Output only how many lines below contain "Nodes".

RECORDS SUPPLIED Start Marker

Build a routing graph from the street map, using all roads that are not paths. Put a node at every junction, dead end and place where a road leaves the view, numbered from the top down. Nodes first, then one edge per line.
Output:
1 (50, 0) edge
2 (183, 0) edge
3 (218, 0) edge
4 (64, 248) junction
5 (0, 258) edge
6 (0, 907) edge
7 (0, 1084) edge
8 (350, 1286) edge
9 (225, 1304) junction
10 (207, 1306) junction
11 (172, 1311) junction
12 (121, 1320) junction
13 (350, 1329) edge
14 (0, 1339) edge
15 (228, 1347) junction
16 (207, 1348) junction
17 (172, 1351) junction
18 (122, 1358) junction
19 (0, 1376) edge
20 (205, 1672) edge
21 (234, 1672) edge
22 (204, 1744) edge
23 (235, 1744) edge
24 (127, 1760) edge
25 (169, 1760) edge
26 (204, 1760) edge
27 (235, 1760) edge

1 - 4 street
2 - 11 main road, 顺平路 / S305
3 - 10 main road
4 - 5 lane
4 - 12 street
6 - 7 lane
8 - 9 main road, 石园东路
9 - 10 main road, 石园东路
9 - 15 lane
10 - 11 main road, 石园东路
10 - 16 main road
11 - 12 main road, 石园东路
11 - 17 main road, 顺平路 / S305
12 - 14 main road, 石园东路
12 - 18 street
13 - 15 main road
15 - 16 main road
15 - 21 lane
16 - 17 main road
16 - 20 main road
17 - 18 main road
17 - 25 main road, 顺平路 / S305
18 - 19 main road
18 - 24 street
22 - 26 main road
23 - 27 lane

RECORDS SUPPLIED End Marker
RECORDS SUPPLIED Start Marker

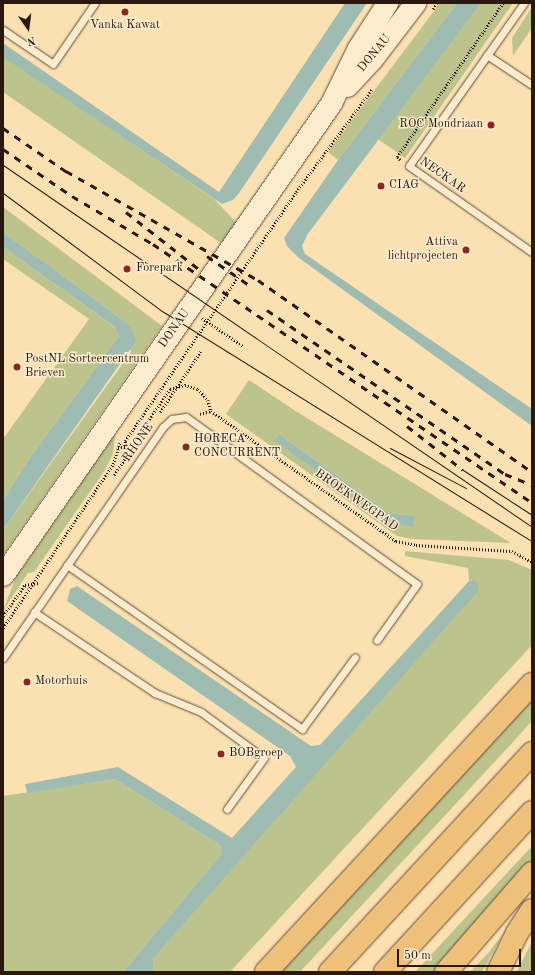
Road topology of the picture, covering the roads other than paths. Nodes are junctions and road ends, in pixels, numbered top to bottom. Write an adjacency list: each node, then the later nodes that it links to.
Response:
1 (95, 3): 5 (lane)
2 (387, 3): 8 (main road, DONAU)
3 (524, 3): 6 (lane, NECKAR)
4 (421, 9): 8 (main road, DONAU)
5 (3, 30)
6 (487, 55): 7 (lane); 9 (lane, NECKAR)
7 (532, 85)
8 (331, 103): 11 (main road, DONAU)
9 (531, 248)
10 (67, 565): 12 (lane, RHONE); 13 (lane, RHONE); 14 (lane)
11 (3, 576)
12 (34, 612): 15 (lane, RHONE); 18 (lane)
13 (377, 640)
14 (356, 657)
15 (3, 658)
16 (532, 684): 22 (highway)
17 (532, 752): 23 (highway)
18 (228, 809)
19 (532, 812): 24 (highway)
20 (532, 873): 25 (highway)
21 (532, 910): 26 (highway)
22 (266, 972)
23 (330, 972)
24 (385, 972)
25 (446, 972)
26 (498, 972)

RECORDS SUPPLIED End Marker

> RESPONSE: 2